ASSIGNMENT
In the data below, give the number of lines that contain the word "above". Nothing else is needed.

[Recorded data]
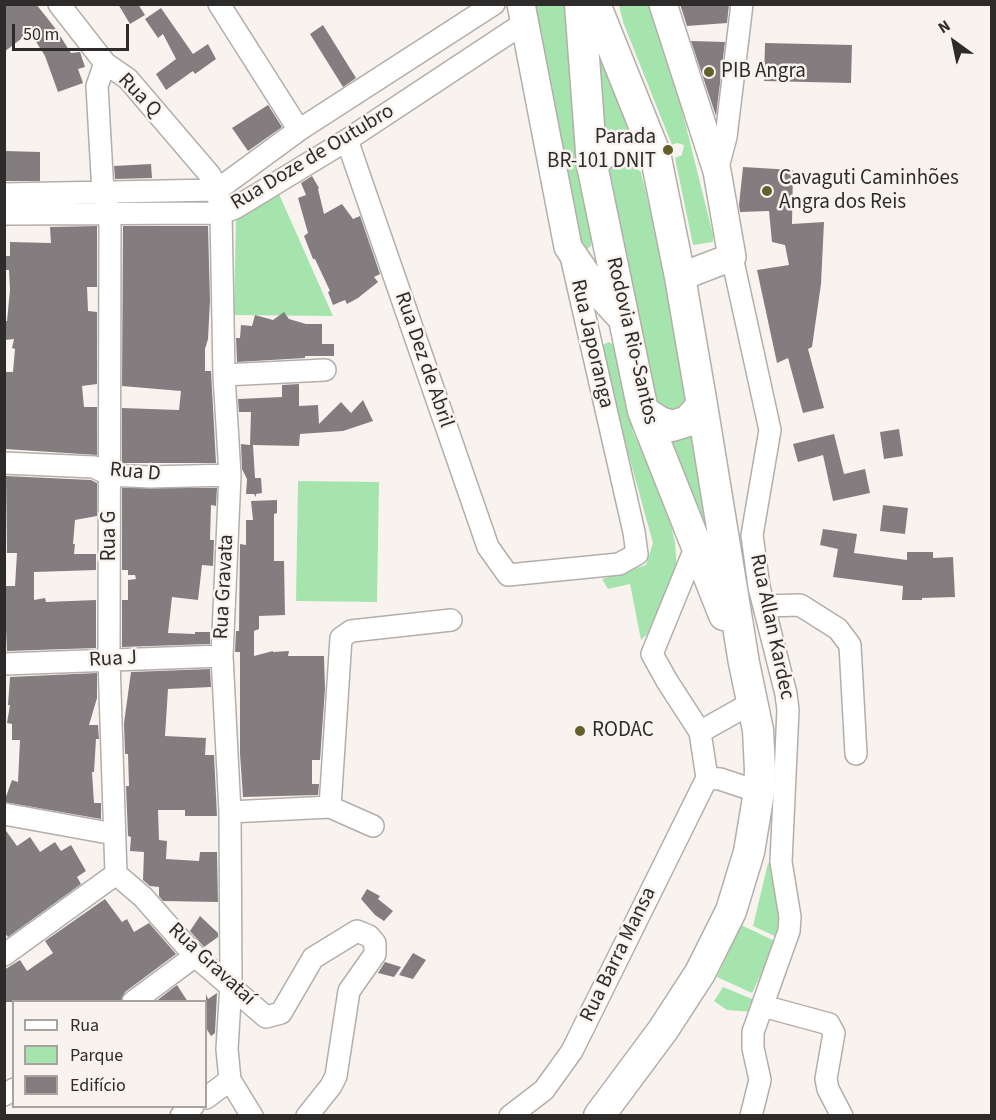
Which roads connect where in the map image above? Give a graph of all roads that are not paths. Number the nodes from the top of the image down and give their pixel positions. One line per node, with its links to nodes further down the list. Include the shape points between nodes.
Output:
1 (59, 4): 9 (street, Rua Q)
2 (219, 4): 10 (street)
3 (494, 4): 10 (street, Rua Doze de Outubro)
4 (580, 4): 14 (highway, Rodovia Rio-Santos)
5 (596, 4): 12 (highway, Rodovia Rio-Santos)
6 (663, 4): 15 (main road)
7 (742, 4): 15 (street, via 726,137)
8 (522, 14): 11 (street, Rua Doze de Outubro); 23 (main road, Rua Japoranga)
9 (105, 63): 17 (street, Rua Q, via 128,79 210,175); 18 (street, Rua G, via 97,86)
10 (299, 130): 13 (street, Rua Doze de Outubro)
11 (347, 140): 16 (street, Rua Doze de Outubro); 35 (street, Rua Dez de Abril, via 488,547)
12 (655, 153): 14 (highway, via 630,146 606,150); 25 (highway, Rodovia Rio-Santos)
13 (257, 160): 16 (street); 17 (street, Rua Doze de Outubro)
14 (592, 165): 26 (highway, Rodovia Rio-Santos)
15 (717, 171): 24 (main road)
16 (273, 185): 20 (street, Rua Doze de Outubro)
17 (217, 190): 18 (street, Rua Doze de Outubro); 20 (street, Rua Gravata)
18 (103, 193): 19 (street, Rua Doze de Outubro); 22 (street, Rua G)
19 (4, 194)
20 (221, 213): 22 (street, Rua Doze de Outubro); 28 (street, Rua Gravata)
21 (4, 214): 22 (street, Rua Doze de Outubro)
22 (110, 214): 32 (street, Rua G)
23 (568, 247): 26 (main road, via 602,297); 35 (street, Rua Japoranga, via 637,555 620,564)
24 (732, 257): 25 (main road); 36 (street, Rua Allan Kardec, via 770,430 752,535)
25 (680, 277): 29 (highway, Rodovia Rio-Santos)
26 (626, 323): 30 (highway, Rodovia Rio-Santos)
27 (325, 369): 28 (street)
28 (224, 375): 33 (street, Rua Gravata)
29 (702, 405): 30 (highway, via 688,421 672,426); 40 (highway, Rodovia Rio-Santos)
30 (643, 411): 34 (highway, Rodovia Rio-Santos)
31 (4, 463): 32 (street, Rua D, via 94,467)
32 (110, 475): 33 (street, Rua D); 39 (street, Rua G)
33 (230, 475): 38 (street, Rua Gravata)
34 (696, 546): 40 (highway, Rodovia Rio-Santos); 43 (street, via 652,654)
35 (508, 575)
36 (765, 606): 44 (street, via 800,605 838,629 850,645); 57 (street, Rua Allan Kardec, via 788,710 782,862 790,917)
37 (450, 620): 47 (street, via 351,631 341,638)
38 (222, 656): 39 (street, Rua J); 48 (street, Rua Gravata)
39 (109, 660): 41 (street, Rua J); 51 (street, Rua G)
40 (744, 663): 42 (highway, Rodovia Rio-Santos)
41 (4, 664)
42 (753, 702): 43 (street); 46 (highway, Rodovia Rio-Santos, via 758,730)
43 (700, 732): 45 (street)
44 (856, 754)
45 (707, 778): 46 (street); 62 (street, Rua Barra Mansa, via 572,1051 544,1090)
46 (759, 792): 63 (highway, Rodovia Rio-Santos, via 749,852 721,932 663,1030)
47 (330, 807): 48 (street); 50 (street)
48 (230, 812): 55 (street, Rua Gravata)
49 (4, 814): 51 (street)
50 (373, 826)
51 (114, 834): 52 (street, Rua G)
52 (116, 874): 53 (street); 54 (street, Rua Gravataí, via 143,897)
53 (4, 955)
54 (195, 956): 55 (street, Rua Gravataí); 56 (street)
55 (231, 984): 58 (street, Rua Gravata, via 227,1049); 61 (street, Rua Gravataí, via 266,1017 281,1013 313,958 329,946 357,931 375,944 375,954 349,991 336,1076)
56 (136, 1000)
57 (763, 1006): 64 (street, Rua Allan Kardec, via 753,1032 760,1080); 65 (street, via 825,1021 832,1028 826,1079)
58 (230, 1080): 59 (street); 60 (street)
59 (207, 1097)
60 (252, 1116)
61 (307, 1116)
62 (510, 1116)
63 (599, 1116)
64 (751, 1116)
65 (842, 1116)

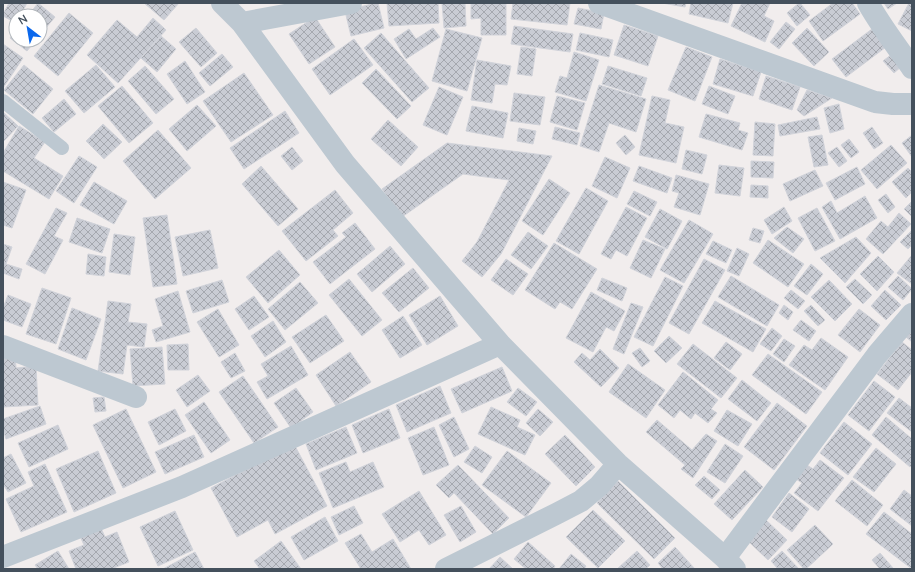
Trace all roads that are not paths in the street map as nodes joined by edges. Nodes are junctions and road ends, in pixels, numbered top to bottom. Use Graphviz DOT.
graph roads {
  1 [pos="222,3"];
  2 [pos="351,3"];
  3 [pos="599,3"];
  4 [pos="868,3"];
  5 [pos="242,23"];
  6 [pos="912,68"];
  7 [pos="3,101"];
  8 [pos="912,104"];
  9 [pos="62,148"];
  10 [pos="912,314"];
  11 [pos="500,344"];
  12 [pos="3,346"];
  13 [pos="136,397"];
  14 [pos="618,464"];
  15 [pos="3,557"];
  16 [pos="730,564"];
  17 [pos="446,569"];
  1 -- 5 [label="street"];
  2 -- 5 [label="street"];
  3 -- 8 [label="street"];
  4 -- 6 [label="street"];
  5 -- 11 [label="street"];
  7 -- 9 [label="lane"];
  10 -- 16 [label="street"];
  11 -- 14 [label="street"];
  11 -- 15 [label="street"];
  12 -- 13 [label="street"];
  14 -- 16 [label="street"];
  14 -- 17 [label="street"];
}
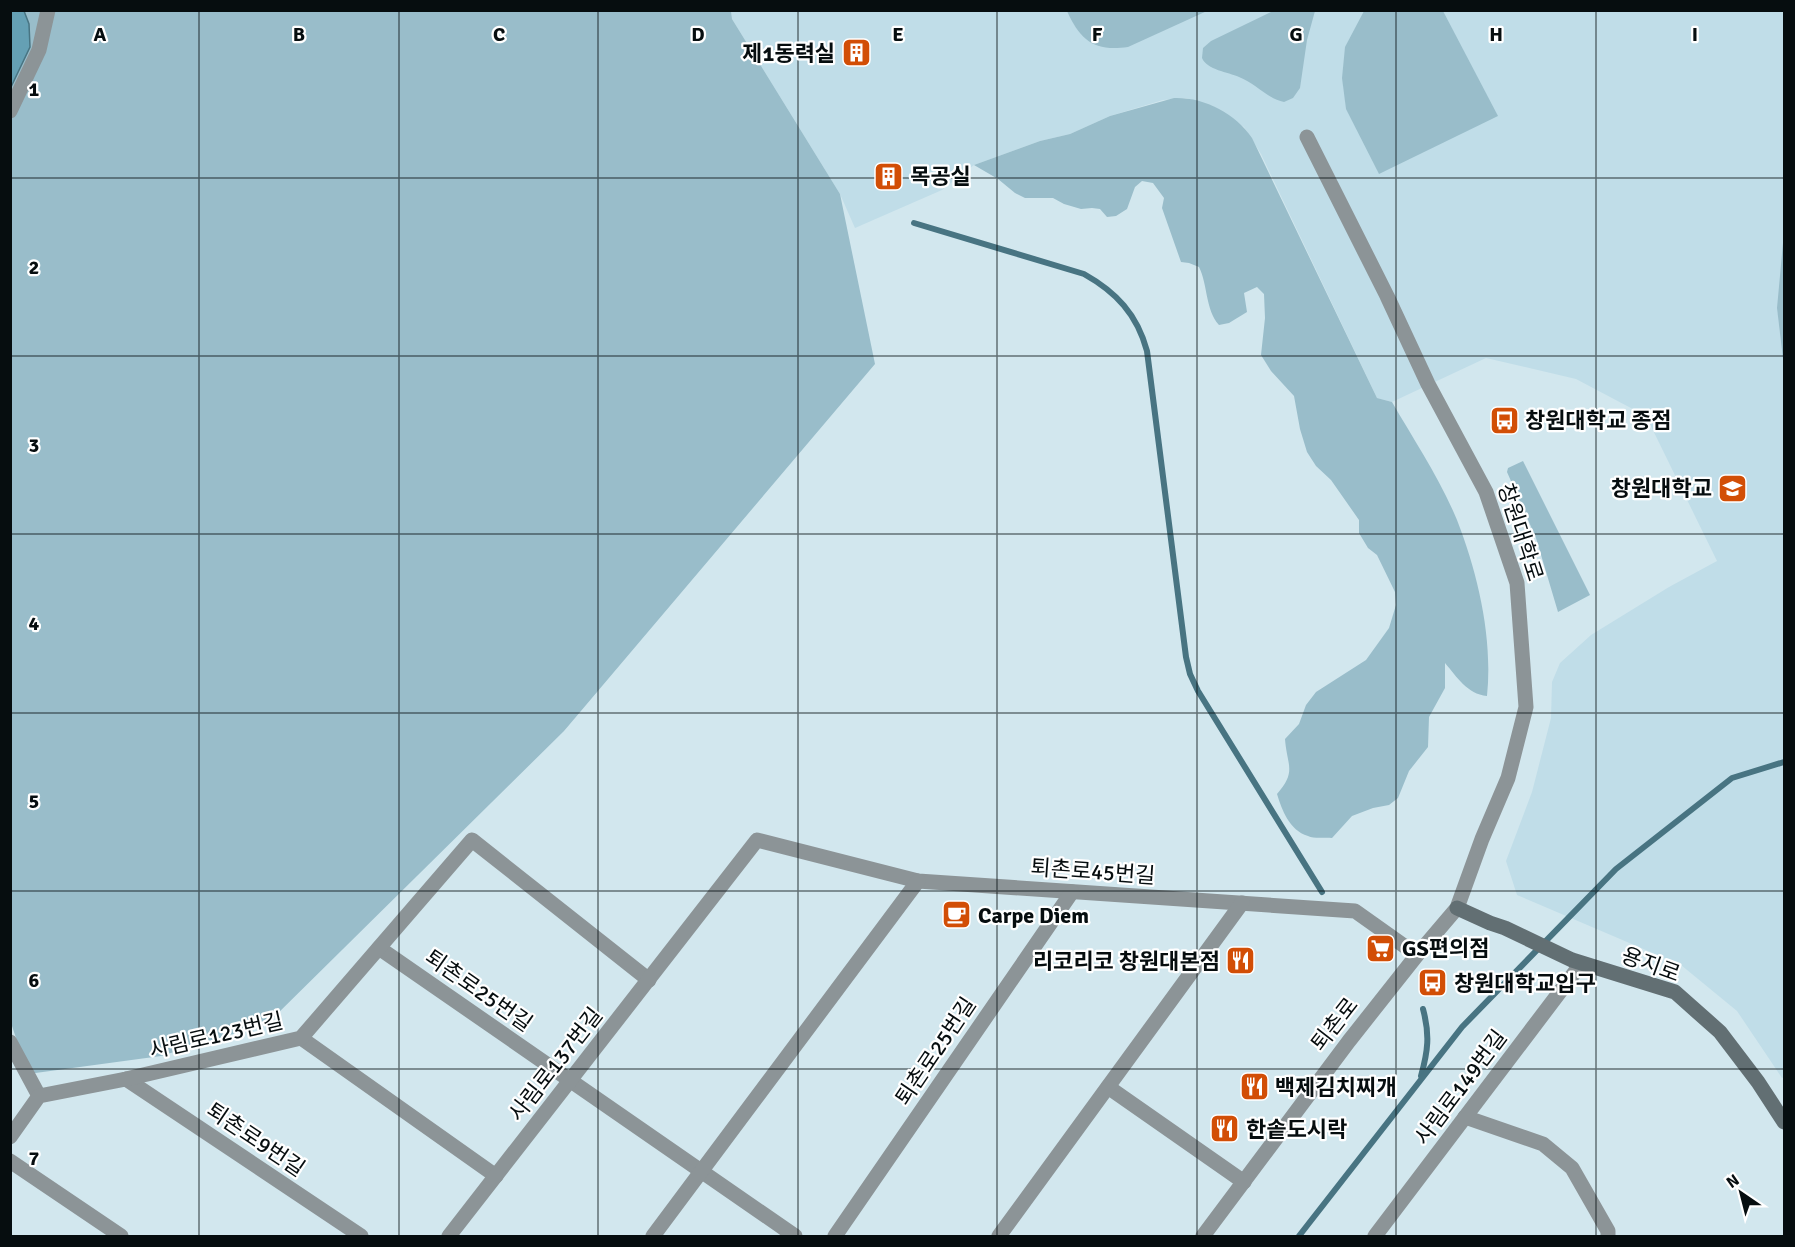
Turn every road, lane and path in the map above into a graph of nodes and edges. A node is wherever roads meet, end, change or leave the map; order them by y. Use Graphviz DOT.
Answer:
graph roads {
  1 [pos="48,10"];
  2 [pos="10,111"];
  3 [pos="1307,137"];
  4 [pos="757,840"];
  5 [pos="918,881"];
  6 [pos="1072,892"];
  7 [pos="1242,903"];
  8 [pos="1457,908"];
  9 [pos="379,948"];
  10 [pos="1417,955"];
  11 [pos="1576,962"];
  12 [pos="649,980"];
  13 [pos="302,1038"];
  14 [pos="10,1042"];
  15 [pos="126,1079"];
  16 [pos="570,1080"];
  17 [pos="1108,1087"];
  18 [pos="39,1096"];
  19 [pos="1465,1117"];
  20 [pos="1785,1122"];
  21 [pos="10,1137"];
  22 [pos="10,1161"];
  23 [pos="702,1172"];
  24 [pos="496,1176"];
  25 [pos="1244,1182"];
  26 [pos="121,1236"];
  27 [pos="361,1236"];
  28 [pos="449,1236"];
  29 [pos="653,1236"];
  30 [pos="795,1236"];
  31 [pos="835,1236"];
  32 [pos="999,1236"];
  33 [pos="1203,1236"];
  34 [pos="1375,1236"];
  35 [pos="1608,1236"];
  1 -- 2 [label="street"];
  3 -- 8 [label="street, 창원대학로"];
  4 -- 5 [label="street, 퇴촌로45번길"];
  4 -- 12 [label="street, 사림로137번길"];
  5 -- 6 [label="street, 퇴촌로45번길"];
  5 -- 23 [label="street"];
  6 -- 7 [label="street, 퇴촌로45번길"];
  6 -- 31 [label="street, 퇴촌로25번길"];
  7 -- 10 [label="street, 퇴촌로45번길"];
  7 -- 17 [label="street"];
  8 -- 10 [label="street, 창원대학로"];
  8 -- 11 [label="main road, 용지로"];
  9 -- 12 [label="street, 사림로123번길"];
  9 -- 13 [label="street, 사림로123번길"];
  9 -- 16 [label="street, 퇴촌로25번길"];
  10 -- 25 [label="street, 퇴촌로"];
  11 -- 19 [label="street, 사림로149번길"];
  11 -- 20 [label="main road, 용지로"];
  12 -- 16 [label="street, 사림로137번길"];
  13 -- 15 [label="street, 사림로123번길"];
  13 -- 24 [label="street"];
  14 -- 18 [label="street"];
  15 -- 18 [label="street, 사림로123번길"];
  15 -- 27 [label="street, 퇴촌로9번길"];
  16 -- 23 [label="street, 퇴촌로25번길"];
  16 -- 24 [label="street, 사림로137번길"];
  17 -- 25 [label="street"];
  17 -- 32 [label="street"];
  18 -- 21 [label="street"];
  19 -- 34 [label="street, 사림로149번길"];
  19 -- 35 [label="street"];
  22 -- 26 [label="street"];
  23 -- 29 [label="street"];
  23 -- 30 [label="street, 퇴촌로25번길"];
  24 -- 28 [label="street, 사림로137번길"];
  25 -- 33 [label="street, 퇴촌로"];
}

ANSWER BOX
2